EXERCISE INSTRUCTIONS: Of all the lines below, return only those starting with the line holding "ctx.set_operator(cairo.OPERATOR_SOURCE)" and going on through the line holding "ctx.restore()", exactly as written.

======== DATA TO PROCESS

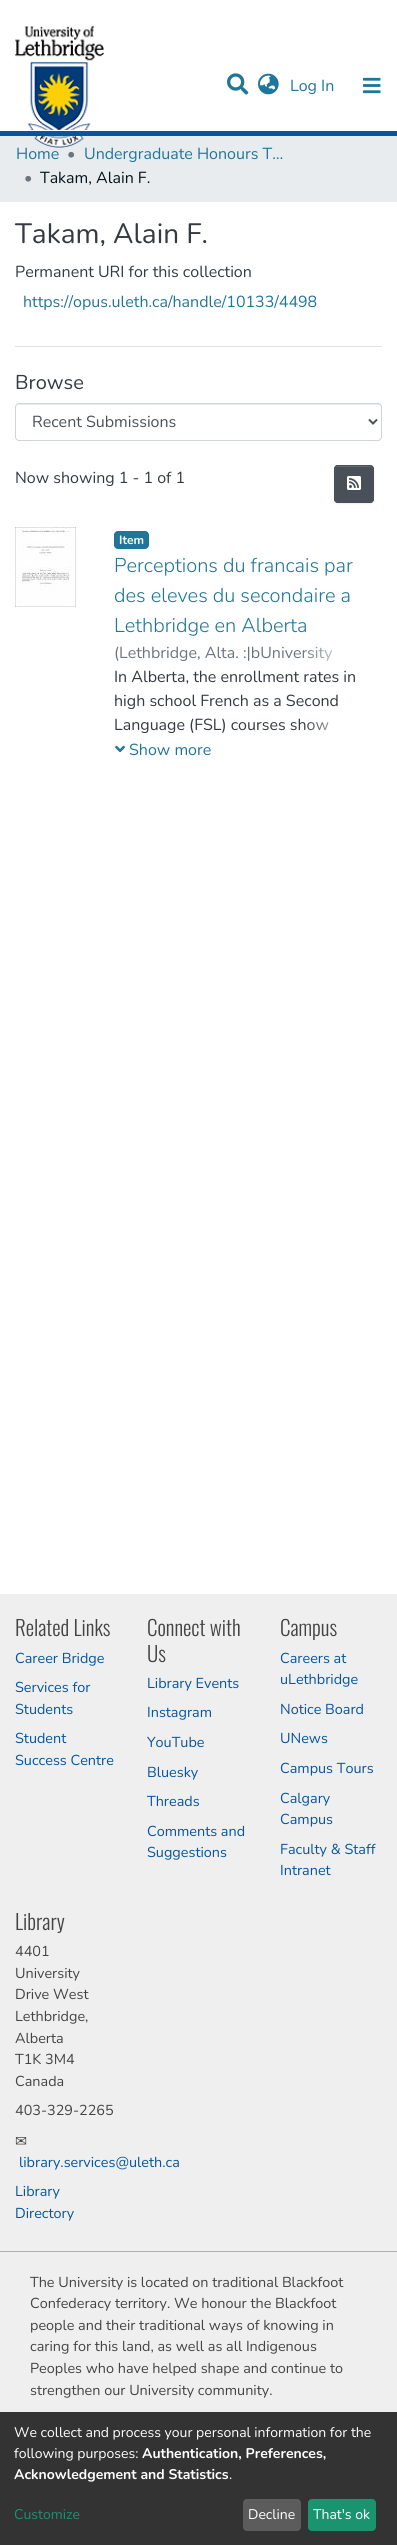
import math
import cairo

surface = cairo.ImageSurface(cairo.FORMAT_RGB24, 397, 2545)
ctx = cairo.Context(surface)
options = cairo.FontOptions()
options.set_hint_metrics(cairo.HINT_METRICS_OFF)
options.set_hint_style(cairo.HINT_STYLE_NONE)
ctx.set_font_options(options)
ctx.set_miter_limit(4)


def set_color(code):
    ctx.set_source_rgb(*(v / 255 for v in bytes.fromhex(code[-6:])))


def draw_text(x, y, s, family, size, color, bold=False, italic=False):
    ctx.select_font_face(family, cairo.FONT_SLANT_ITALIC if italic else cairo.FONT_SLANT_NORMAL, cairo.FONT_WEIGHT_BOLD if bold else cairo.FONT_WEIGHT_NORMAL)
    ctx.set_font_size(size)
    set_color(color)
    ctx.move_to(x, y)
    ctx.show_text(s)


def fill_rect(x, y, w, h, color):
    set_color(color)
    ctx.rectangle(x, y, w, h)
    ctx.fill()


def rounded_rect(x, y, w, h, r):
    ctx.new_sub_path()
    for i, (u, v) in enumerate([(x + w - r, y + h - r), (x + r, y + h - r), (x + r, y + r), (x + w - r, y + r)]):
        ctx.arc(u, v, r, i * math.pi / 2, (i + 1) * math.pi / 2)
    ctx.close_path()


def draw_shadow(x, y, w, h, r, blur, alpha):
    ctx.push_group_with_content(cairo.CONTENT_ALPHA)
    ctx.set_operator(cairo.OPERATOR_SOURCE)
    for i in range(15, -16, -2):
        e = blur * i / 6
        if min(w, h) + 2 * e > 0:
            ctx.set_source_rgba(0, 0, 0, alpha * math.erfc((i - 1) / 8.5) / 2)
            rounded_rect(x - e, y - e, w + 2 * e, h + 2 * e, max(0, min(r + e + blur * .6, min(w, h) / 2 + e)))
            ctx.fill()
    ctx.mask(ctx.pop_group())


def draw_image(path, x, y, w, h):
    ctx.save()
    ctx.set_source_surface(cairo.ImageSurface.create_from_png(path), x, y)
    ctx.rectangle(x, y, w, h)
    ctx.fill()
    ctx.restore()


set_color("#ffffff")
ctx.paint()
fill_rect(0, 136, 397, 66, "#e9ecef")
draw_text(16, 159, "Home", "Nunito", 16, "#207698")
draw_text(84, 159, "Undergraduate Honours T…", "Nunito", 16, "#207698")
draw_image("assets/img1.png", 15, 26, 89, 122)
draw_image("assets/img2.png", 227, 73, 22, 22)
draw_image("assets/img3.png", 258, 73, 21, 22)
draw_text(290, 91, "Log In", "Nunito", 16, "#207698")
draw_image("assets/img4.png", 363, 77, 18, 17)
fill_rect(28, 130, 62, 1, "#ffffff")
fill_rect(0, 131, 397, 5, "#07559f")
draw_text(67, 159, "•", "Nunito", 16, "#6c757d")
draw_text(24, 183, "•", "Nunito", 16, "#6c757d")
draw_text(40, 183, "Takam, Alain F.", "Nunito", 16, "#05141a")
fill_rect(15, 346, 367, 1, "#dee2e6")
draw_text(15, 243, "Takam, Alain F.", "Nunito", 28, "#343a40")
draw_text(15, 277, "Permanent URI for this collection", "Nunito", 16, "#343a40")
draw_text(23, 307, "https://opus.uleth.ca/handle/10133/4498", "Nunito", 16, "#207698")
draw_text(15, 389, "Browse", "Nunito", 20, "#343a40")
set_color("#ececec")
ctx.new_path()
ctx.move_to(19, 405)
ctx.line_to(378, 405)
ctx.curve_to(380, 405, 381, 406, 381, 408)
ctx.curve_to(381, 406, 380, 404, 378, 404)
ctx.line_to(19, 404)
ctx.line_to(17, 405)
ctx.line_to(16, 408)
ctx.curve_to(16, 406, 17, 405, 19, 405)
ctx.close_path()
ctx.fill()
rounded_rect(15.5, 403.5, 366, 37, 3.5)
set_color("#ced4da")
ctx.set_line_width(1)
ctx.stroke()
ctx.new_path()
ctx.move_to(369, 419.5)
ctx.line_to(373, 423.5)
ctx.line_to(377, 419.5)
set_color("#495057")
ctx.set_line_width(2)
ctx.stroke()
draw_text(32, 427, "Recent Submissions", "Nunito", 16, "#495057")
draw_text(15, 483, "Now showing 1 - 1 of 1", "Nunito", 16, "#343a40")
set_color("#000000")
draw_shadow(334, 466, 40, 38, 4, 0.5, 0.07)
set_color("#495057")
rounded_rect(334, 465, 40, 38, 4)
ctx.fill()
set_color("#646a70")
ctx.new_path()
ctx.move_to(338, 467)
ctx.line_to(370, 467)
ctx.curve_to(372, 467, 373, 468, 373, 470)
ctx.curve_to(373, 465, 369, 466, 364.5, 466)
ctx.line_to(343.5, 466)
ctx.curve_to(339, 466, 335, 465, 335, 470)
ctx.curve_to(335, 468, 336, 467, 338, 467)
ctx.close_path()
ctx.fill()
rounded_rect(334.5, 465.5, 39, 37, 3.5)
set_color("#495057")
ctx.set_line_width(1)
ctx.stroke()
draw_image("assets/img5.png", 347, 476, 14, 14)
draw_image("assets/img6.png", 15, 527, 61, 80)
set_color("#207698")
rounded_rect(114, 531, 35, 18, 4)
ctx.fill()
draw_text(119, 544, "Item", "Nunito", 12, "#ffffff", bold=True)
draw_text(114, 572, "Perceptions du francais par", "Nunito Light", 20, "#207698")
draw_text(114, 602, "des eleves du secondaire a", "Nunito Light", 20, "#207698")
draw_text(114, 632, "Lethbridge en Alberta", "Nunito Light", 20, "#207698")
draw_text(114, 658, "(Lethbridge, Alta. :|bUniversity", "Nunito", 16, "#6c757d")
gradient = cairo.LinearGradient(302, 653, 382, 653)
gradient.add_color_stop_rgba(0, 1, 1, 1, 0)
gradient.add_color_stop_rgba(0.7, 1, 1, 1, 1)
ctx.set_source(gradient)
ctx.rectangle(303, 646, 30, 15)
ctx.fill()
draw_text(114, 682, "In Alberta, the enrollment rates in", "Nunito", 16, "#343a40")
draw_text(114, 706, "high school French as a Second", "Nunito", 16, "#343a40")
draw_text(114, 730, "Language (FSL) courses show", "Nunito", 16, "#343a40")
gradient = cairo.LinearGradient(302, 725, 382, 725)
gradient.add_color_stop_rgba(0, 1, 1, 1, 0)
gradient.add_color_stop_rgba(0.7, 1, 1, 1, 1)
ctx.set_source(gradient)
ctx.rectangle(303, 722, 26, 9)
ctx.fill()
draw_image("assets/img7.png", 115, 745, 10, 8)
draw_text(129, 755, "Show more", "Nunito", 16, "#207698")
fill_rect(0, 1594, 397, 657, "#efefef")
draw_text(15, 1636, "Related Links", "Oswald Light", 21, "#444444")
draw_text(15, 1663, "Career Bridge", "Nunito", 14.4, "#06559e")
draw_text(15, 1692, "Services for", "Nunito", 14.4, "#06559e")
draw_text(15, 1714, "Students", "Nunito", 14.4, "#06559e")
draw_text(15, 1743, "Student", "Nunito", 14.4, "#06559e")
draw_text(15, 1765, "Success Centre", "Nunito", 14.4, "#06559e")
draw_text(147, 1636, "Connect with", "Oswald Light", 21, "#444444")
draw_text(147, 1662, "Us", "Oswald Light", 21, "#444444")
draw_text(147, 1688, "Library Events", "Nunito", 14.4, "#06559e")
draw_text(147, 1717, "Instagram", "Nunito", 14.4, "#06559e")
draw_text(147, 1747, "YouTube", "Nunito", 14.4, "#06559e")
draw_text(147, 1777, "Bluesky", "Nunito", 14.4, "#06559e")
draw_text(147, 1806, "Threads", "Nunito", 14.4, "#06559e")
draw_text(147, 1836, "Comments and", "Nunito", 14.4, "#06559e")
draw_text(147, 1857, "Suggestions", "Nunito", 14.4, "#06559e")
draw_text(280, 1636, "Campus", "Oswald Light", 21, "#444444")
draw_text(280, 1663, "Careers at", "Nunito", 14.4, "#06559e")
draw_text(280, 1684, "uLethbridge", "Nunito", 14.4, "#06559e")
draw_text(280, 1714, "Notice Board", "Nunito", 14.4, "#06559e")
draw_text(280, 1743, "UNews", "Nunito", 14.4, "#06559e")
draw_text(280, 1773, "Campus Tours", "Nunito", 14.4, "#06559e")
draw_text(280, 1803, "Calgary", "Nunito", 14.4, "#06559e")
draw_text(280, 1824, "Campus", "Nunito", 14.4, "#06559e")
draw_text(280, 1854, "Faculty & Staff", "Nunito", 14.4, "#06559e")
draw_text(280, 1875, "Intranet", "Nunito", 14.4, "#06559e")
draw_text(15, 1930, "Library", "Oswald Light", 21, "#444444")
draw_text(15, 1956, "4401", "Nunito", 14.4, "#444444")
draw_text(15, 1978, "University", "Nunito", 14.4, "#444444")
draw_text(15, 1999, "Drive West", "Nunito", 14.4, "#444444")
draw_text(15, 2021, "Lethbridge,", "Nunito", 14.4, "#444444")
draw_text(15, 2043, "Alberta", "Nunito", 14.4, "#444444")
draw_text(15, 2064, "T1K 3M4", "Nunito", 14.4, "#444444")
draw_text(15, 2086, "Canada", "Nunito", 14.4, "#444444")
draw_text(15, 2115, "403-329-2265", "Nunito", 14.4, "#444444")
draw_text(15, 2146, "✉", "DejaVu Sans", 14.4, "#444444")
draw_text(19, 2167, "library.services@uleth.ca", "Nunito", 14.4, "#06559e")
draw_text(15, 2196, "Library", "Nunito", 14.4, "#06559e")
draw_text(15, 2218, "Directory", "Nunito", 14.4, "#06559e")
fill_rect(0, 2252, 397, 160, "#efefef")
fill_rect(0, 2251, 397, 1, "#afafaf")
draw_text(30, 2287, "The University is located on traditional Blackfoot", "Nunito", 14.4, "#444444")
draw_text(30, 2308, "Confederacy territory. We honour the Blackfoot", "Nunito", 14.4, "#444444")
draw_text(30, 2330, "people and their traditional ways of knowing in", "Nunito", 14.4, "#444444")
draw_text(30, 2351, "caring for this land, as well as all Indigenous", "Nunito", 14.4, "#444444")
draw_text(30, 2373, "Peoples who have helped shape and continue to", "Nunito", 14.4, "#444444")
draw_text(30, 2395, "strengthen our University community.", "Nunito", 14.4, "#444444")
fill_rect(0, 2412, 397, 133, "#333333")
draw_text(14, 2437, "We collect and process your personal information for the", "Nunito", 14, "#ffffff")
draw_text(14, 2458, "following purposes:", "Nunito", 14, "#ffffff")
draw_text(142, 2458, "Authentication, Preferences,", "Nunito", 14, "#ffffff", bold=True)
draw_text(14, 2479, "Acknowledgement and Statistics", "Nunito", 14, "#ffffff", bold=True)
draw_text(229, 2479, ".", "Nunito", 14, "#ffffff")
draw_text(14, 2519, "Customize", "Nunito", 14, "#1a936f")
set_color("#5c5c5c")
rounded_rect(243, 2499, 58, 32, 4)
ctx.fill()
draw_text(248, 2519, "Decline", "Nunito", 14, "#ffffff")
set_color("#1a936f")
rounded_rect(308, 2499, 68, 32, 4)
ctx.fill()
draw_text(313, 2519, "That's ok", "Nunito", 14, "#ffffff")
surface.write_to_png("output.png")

================

TASK SOLUTION:
    ctx.set_operator(cairo.OPERATOR_SOURCE)
    for i in range(15, -16, -2):
        e = blur * i / 6
        if min(w, h) + 2 * e > 0:
            ctx.set_source_rgba(0, 0, 0, alpha * math.erfc((i - 1) / 8.5) / 2)
            rounded_rect(x - e, y - e, w + 2 * e, h + 2 * e, max(0, min(r + e + blur * .6, min(w, h) / 2 + e)))
            ctx.fill()
    ctx.mask(ctx.pop_group())


def draw_image(path, x, y, w, h):
    ctx.save()
    ctx.set_source_surface(cairo.ImageSurface.create_from_png(path), x, y)
    ctx.rectangle(x, y, w, h)
    ctx.fill()
    ctx.restore()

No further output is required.